Perhaps part of that loyalty simply stems from strong hostility toward the opposite party. Back in June, Alan Abramowitz and I noted that partisans were more likely to dislike the opposing candidate than they were to like their own candidate. That may have kept Republicans — nearly a quarter of whom did not think Trump was qualified, according to the exit poll — in the fold.
Lesson 3: Candidates and campaign activity seemed to matter less than we thought. Or at least I thought.
Trump was the less popular of the two candidates, raised less money, aired fewer ads and had fewer field offices. Normally, political science would say that candidates and campaigns don’t have a large effect on the outcomes of presidential elections. But part of the reason is that the candidates and campaigns are roughly equivalent in talent, resources and so on. This creates a “tug of war” dynamic, as Lynn Vavreck and I described in our book on the 2012 election, with no chronic net advantage for either candidate. The campaigns are actually mattering, but mainly canceling out each other’s effects.
This election seemed to suggest a durable advantage for Clinton — one that some observers thought would lead her to outperform, not underperform, the polls. It was certainly an election where I thought that candidates and campaigns might matter. Clearly that was not true, or at least not in the most obvious way. This surprised me.
Lesson 4: Identity politics can help either party.
During the primary, Michael Tesler and I noted two key features of Trump support: people’s financial anxiety and racial attitudes. This appears entirely consistent with the types of people and places who swung toward Trump on Tuesday, especially working-class whites. For many of these whites in rural places, their feelings about politics may also reflect an anti-elite consciousness described by Kathy Cramer in her book, “The Politics of Resentment.”
In our August article, Tesler, Vavreck and I noted that many observers thought the country’s growing ethnic diversity would help the Democrats, especially as nonwhite groups had moved toward the Democratic Party. But we added this caveat:
The question, however, is whether increased Democratic support from nonwhite voters may be offset by greater Republican support and higher turnout from whites.
We cited an April post from Larry Bartels titled “Can the Republican Party thrive on white identity?” Bartels described evidence that the demographic change drove whites toward the Republican Party. He concluded: “In an increasingly diverse America, identity politics will continue to cut both ways.” That certainly seems true today.
Lesson 5: Politics is cyclical.
Here’s a nice tweet from FiveThirtyEight’s Harry Enten earlier today:
I made this same point after 2008 and 2012. Interpretations of elections as auguring fundamental realignments are often wrong. There is far more contingency in politics than “demography is destiny” would assume.

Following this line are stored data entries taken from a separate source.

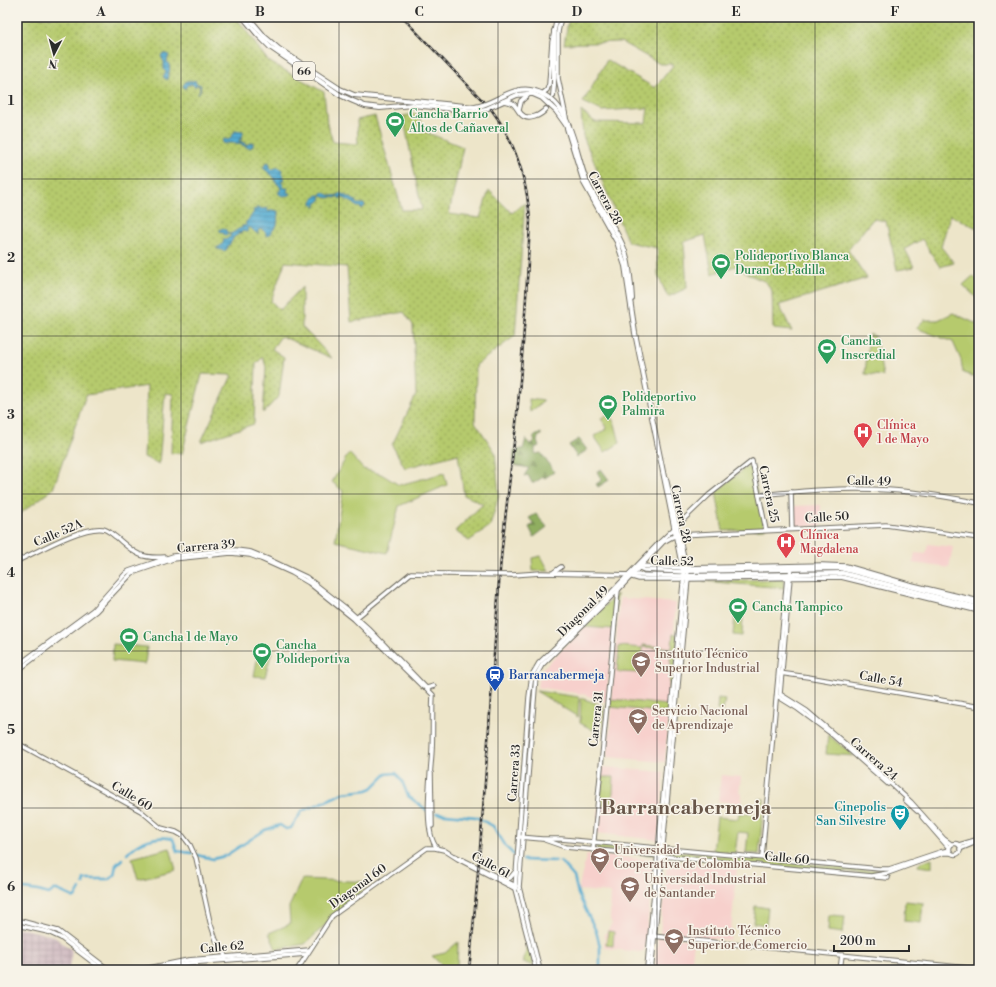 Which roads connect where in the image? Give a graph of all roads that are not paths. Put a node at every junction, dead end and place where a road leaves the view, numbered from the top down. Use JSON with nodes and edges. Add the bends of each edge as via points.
{"nodes":[{"id":1,"x":243,"y":17,"type":"edge"},
{"id":2,"x":248,"y":17,"type":"edge"},
{"id":3,"x":559,"y":18,"type":"edge"},
{"id":4,"x":556,"y":29,"type":"junction"},
{"id":5,"x":530,"y":94,"type":"junction"},
{"id":6,"x":542,"y":94,"type":"junction"},
{"id":7,"x":367,"y":96,"type":"junction"},
{"id":8,"x":552,"y":96,"type":"dead end"},
{"id":9,"x":377,"y":97,"type":"junction"},
{"id":10,"x":502,"y":101,"type":"junction"},
{"id":11,"x":365,"y":106,"type":"junction"},
{"id":12,"x":376,"y":108,"type":"junction"},
{"id":13,"x":519,"y":109,"type":"junction"},
{"id":14,"x":546,"y":109,"type":"dead end"},
{"id":15,"x":566,"y":117,"type":"junction"},
{"id":16,"x":618,"y":241,"type":"junction"},
{"id":17,"x":791,"y":492,"type":"junction"},
{"id":18,"x":759,"y":495,"type":"junction"},
{"id":19,"x":979,"y":503,"type":"edge"},
{"id":20,"x":675,"y":528,"type":"junction"},
{"id":21,"x":792,"y":529,"type":"junction"},
{"id":22,"x":766,"y":530,"type":"junction"},
{"id":23,"x":677,"y":536,"type":"junction"},
{"id":24,"x":979,"y":538,"type":"edge"},
{"id":25,"x":170,"y":557,"type":"junction"},
{"id":26,"x":17,"y":561,"type":"edge"},
{"id":27,"x":561,"y":567,"type":"dead end"},
{"id":28,"x":638,"y":567,"type":"junction"},
{"id":29,"x":790,"y":567,"type":"junction"},
{"id":30,"x":541,"y":573,"type":"junction"},
{"id":31,"x":530,"y":574,"type":"junction"},
{"id":32,"x":686,"y":574,"type":"junction"},
{"id":33,"x":590,"y":575,"type":"junction"},
{"id":34,"x":630,"y":576,"type":"junction"},
{"id":35,"x":658,"y":576,"type":"junction"},
{"id":36,"x":789,"y":576,"type":"junction"},
{"id":37,"x":662,"y":579,"type":"junction"},
{"id":38,"x":618,"y":590,"type":"junction"},
{"id":39,"x":979,"y":601,"type":"edge"},
{"id":40,"x":979,"y":604,"type":"edge"},
{"id":41,"x":979,"y":609,"type":"edge"},
{"id":42,"x":356,"y":618,"type":"junction"},
{"id":43,"x":539,"y":663,"type":"joint"},
{"id":44,"x":17,"y":666,"type":"edge"},
{"id":45,"x":540,"y":668,"type":"joint"},
{"id":46,"x":17,"y":671,"type":"edge"},
{"id":47,"x":780,"y":673,"type":"junction"},
{"id":48,"x":434,"y":686,"type":"dead end"},
{"id":49,"x":427,"y":688,"type":"junction"},
{"id":50,"x":532,"y":691,"type":"junction"},
{"id":51,"x":779,"y":695,"type":"junction"},
{"id":52,"x":433,"y":696,"type":"junction"},
{"id":53,"x":979,"y":705,"type":"edge"},
{"id":54,"x":17,"y":743,"type":"edge"},
{"id":55,"x":430,"y":770,"type":"junction"},
{"id":56,"x":431,"y":837,"type":"junction"},
{"id":57,"x":521,"y":837,"type":"junction"},
{"id":58,"x":542,"y":839,"type":"junction"},
{"id":59,"x":979,"y":840,"type":"edge"},
{"id":60,"x":943,"y":841,"type":"junction"},
{"id":61,"x":594,"y":842,"type":"junction"},
{"id":62,"x":960,"y":847,"type":"junction"},
{"id":63,"x":427,"y":848,"type":"junction"},
{"id":64,"x":438,"y":848,"type":"junction"},
{"id":65,"x":661,"y":848,"type":"junction"},
{"id":66,"x":950,"y":849,"type":"junction"},
{"id":67,"x":593,"y":850,"type":"junction"},
{"id":68,"x":940,"y":852,"type":"junction"},
{"id":69,"x":454,"y":856,"type":"junction"},
{"id":70,"x":660,"y":857,"type":"junction"},
{"id":71,"x":762,"y":857,"type":"junction"},
{"id":72,"x":516,"y":870,"type":"junction"},
{"id":73,"x":888,"y":871,"type":"junction"},
{"id":74,"x":871,"y":876,"type":"junction"},
{"id":75,"x":888,"y":878,"type":"dead end"},
{"id":76,"x":503,"y":880,"type":"junction"},
{"id":77,"x":517,"y":888,"type":"junction"},
{"id":78,"x":17,"y":920,"type":"edge"},
{"id":79,"x":17,"y":925,"type":"edge"},
{"id":80,"x":652,"y":936,"type":"junction"},
{"id":81,"x":308,"y":952,"type":"junction"},
{"id":82,"x":842,"y":955,"type":"junction"},
{"id":83,"x":225,"y":958,"type":"junction"},
{"id":84,"x":979,"y":969,"type":"edge"},
{"id":85,"x":103,"y":970,"type":"edge"},
{"id":86,"x":109,"y":970,"type":"edge"},
{"id":87,"x":138,"y":970,"type":"edge"},
{"id":88,"x":155,"y":970,"type":"edge"},
{"id":89,"x":296,"y":970,"type":"edge"},
{"id":90,"x":536,"y":970,"type":"edge"},
{"id":91,"x":540,"y":970,"type":"edge"},
{"id":92,"x":647,"y":970,"type":"edge"},
{"id":93,"x":651,"y":970,"type":"edge"},
{"id":94,"x":840,"y":970,"type":"edge"}],
"edges":[{"from":1,"to":11,"type":"main road","number":"66","via":[[262,40],[277,52],[340,95]]},
{"from":2,"to":7,"type":"main road","number":"66","via":[[264,37],[279,49],[344,91]]},
{"from":3,"to":4,"type":"street"},
{"from":4,"to":6,"type":"street","via":[[552,42],[549,84]]},
{"from":4,"to":8,"type":"main road"},
{"from":4,"to":15,"type":"street","via":[[558,78]]},
{"from":5,"to":10,"type":"main road","number":"66","via":[[521,94]]},
{"from":5,"to":13,"type":"main road","via":[[522,98]]},
{"from":5,"to":16,"type":"main road","name":"Carrera 28","number":"66","via":[[546,101],[563,120],[584,183]]},
{"from":6,"to":9,"type":"main road","number":"66","via":[[534,90],[520,90],[475,107]]},
{"from":6,"to":15,"type":"main road","number":"66"},
{"from":7,"to":9,"type":"main road","number":"66"},
{"from":7,"to":11,"type":"main road","via":[[369,101]]},
{"from":9,"to":12,"type":"main road","via":[[373,101]]},
{"from":10,"to":12,"type":"main road","number":"66","via":[[476,111],[412,105]]},
{"from":10,"to":13,"type":"main road","via":[[511,103]]},
{"from":11,"to":12,"type":"main road","number":"66"},
{"from":13,"to":14,"type":"main road","via":[[521,115],[528,118]]},
{"from":15,"to":16,"type":"main road","name":"Carrera 28","number":"66","via":[[587,182]]},
{"from":16,"to":20,"type":"main road","name":"Carrera 28","number":"66","via":[[624,255],[635,333]]},
{"from":17,"to":18,"type":"street","name":"Calle 49"},
{"from":17,"to":19,"type":"street","name":"Calle 49","via":[[887,490],[923,493]]},
{"from":17,"to":21,"type":"street"},
{"from":18,"to":20,"type":"street","name":"Carrera 25","via":[[752,461],[709,495]]},
{"from":18,"to":22,"type":"street","name":"Carrera 25"},
{"from":20,"to":23,"type":"main road","name":"Carrera 28"},
{"from":20,"to":28,"type":"street"},
{"from":21,"to":22,"type":"street","name":"Calle 50"},
{"from":21,"to":24,"type":"street","name":"Calle 50","via":[[886,525]]},
{"from":22,"to":23,"type":"street","name":"Calle 50"},
{"from":23,"to":28,"type":"street","via":[[663,542]]},
{"from":23,"to":32,"type":"main road","name":"Carrera 28"},
{"from":25,"to":26,"type":"street","name":"Calle 52A","via":[[139,556],[110,532],[97,529],[77,533]]},
{"from":25,"to":42,"type":"street","name":"Carrera 39","via":[[232,550],[251,552],[306,577]]},
{"from":25,"to":44,"type":"street","name":"Carrera 39","via":[[126,573],[92,610]]},
{"from":27,"to":30,"type":"street","via":[[556,572]]},
{"from":28,"to":32,"type":"street","name":"Calle 52"},
{"from":28,"to":34,"type":"street","name":"Diagonal 49"},
{"from":29,"to":32,"type":"main road","name":"Calle 52"},
{"from":29,"to":36,"type":"street"},
{"from":29,"to":39,"type":"street","name":"Calle 52","via":[[846,566]]},
{"from":29,"to":40,"type":"main road","name":"Calle 52","via":[[846,569]]},
{"from":30,"to":31,"type":"street","name":"Calle 52"},
{"from":30,"to":33,"type":"street","name":"Calle 52"},
{"from":31,"to":33,"type":"street","name":"Calle 52"},
{"from":31,"to":42,"type":"street","name":"Calle 52","bridge":true,"via":[[411,573]]},
{"from":32,"to":35,"type":"street","name":"Calle 52"},
{"from":32,"to":36,"type":"main road","name":"Calle 52"},
{"from":32,"to":37,"type":"street","name":"Calle 52"},
{"from":32,"to":65,"type":"main road","name":"Carrera 28"},
{"from":33,"to":34,"type":"street","name":"Calle 52"},
{"from":34,"to":35,"type":"street","name":"Calle 52"},
{"from":34,"to":37,"type":"street","name":"Calle 52","via":[[639,579]]},
{"from":34,"to":38,"type":"street","name":"Diagonal 49"},
{"from":34,"to":43,"type":"street","name":"Diagonal 49"},
{"from":35,"to":37,"type":"street"},
{"from":36,"to":41,"type":"main road","name":"Calle 52","via":[[846,574]]},
{"from":36,"to":47,"type":"street"},
{"from":38,"to":45,"type":"street","name":"Diagonal 49"},
{"from":38,"to":61,"type":"street","name":"Carrera 31"},
{"from":42,"to":46,"type":"street","name":"Carrera 39","via":[[304,580],[250,555],[231,553],[173,559],[128,575],[96,611]]},
{"from":42,"to":49,"type":"street","name":"Carrera 39"},
{"from":42,"to":52,"type":"street","name":"Carrera 39"},
{"from":43,"to":50,"type":"street","name":"Carrera 33","via":[[532,675]]},
{"from":45,"to":50,"type":"street","name":"Carrera 33"},
{"from":47,"to":51,"type":"street"},
{"from":47,"to":53,"type":"street","name":"Calle 54"},
{"from":48,"to":49,"type":"street"},
{"from":49,"to":52,"type":"street","name":"Carrera 39"},
{"from":50,"to":57,"type":"street","name":"Carrera 33"},
{"from":51,"to":60,"type":"street","name":"Carrera 24","via":[[829,732],[894,789]]},
{"from":51,"to":66,"type":"street","name":"Carrera 24","via":[[806,711],[877,771],[911,802]]},
{"from":51,"to":71,"type":"street"},
{"from":52,"to":55,"type":"street"},
{"from":54,"to":83,"type":"street","name":"Calle 60","via":[[141,811],[161,828],[183,836],[196,858],[210,922]]},
{"from":55,"to":56,"type":"street","via":[[428,800]]},
{"from":55,"to":64,"type":"street","via":[[432,837]]},
{"from":56,"to":63,"type":"street"},
{"from":56,"to":64,"type":"street"},
{"from":57,"to":58,"type":"street","name":"Calle 60"},
{"from":57,"to":72,"type":"street","name":"Carrera 33"},
{"from":57,"to":77,"type":"street","name":"Carrera 33"},
{"from":58,"to":61,"type":"street","name":"Calle 60"},
{"from":58,"to":67,"type":"street","name":"Calle 60","via":[[565,847]]},
{"from":59,"to":62,"type":"street"},
{"from":60,"to":66,"type":"street","name":"Carrera 24"},
{"from":60,"to":68,"type":"street"},
{"from":61,"to":65,"type":"street","name":"Calle 60"},
{"from":61,"to":67,"type":"street","name":"Carrera 31"},
{"from":62,"to":66,"type":"street","via":[[955,843]]},
{"from":62,"to":66,"type":"street","via":[[957,854]]},
{"from":63,"to":64,"type":"street","name":"Calle 61"},
{"from":63,"to":81,"type":"street","name":"Diagonal 60","via":[[332,916]]},
{"from":64,"to":69,"type":"street","name":"Calle 61"},
{"from":65,"to":70,"type":"main road","name":"Carrera 28"},
{"from":65,"to":71,"type":"street","name":"Calle 60"},
{"from":66,"to":68,"type":"street"},
{"from":66,"to":73,"type":"street"},
{"from":67,"to":70,"type":"street","name":"Calle 60"},
{"from":68,"to":73,"type":"street"},
{"from":69,"to":76,"type":"street","name":"Calle 61"},
{"from":69,"to":77,"type":"street","name":"Calle 61"},
{"from":70,"to":74,"type":"street","name":"Calle 60"},
{"from":70,"to":80,"type":"main road","name":"Carrera 28"},
{"from":71,"to":73,"type":"street","name":"Calle 60"},
{"from":72,"to":76,"type":"street","via":[[512,876]]},
{"from":72,"to":77,"type":"street","name":"Carrera 33"},
{"from":73,"to":74,"type":"street","name":"Calle 60"},
{"from":74,"to":75,"type":"street"},
{"from":76,"to":77,"type":"street","name":"Calle 61"},
{"from":77,"to":90,"type":"street"},
{"from":77,"to":91,"type":"street"},
{"from":78,"to":86,"type":"street","via":[[58,931]]},
{"from":79,"to":85,"type":"street","via":[[48,932],[61,938]]},
{"from":80,"to":82,"type":"street"},
{"from":80,"to":92,"type":"main road","name":"Carrera 28"},
{"from":80,"to":93,"type":"main road","name":"Carrera 28"},
{"from":81,"to":83,"type":"street","name":"Calle 62"},
{"from":81,"to":89,"type":"street","name":"Diagonal 60"},
{"from":82,"to":84,"type":"street"},
{"from":82,"to":94,"type":"street"},
{"from":83,"to":87,"type":"street","name":"Calle 62","via":[[180,961]]},
{"from":83,"to":88,"type":"street","name":"Calle 62"}]}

The question now is whether there will be a cyclical shift back to the Democrats or whether the movement in 2016 — particularly of the white working-class toward the GOP — proves stickier. Political scientists like Lee Drutman have been “betting the over,” as it were, on fundamental and permanent shifts in the party coalitions.
I’ve always been a bit more cautious. But caution did not get me too far in this election.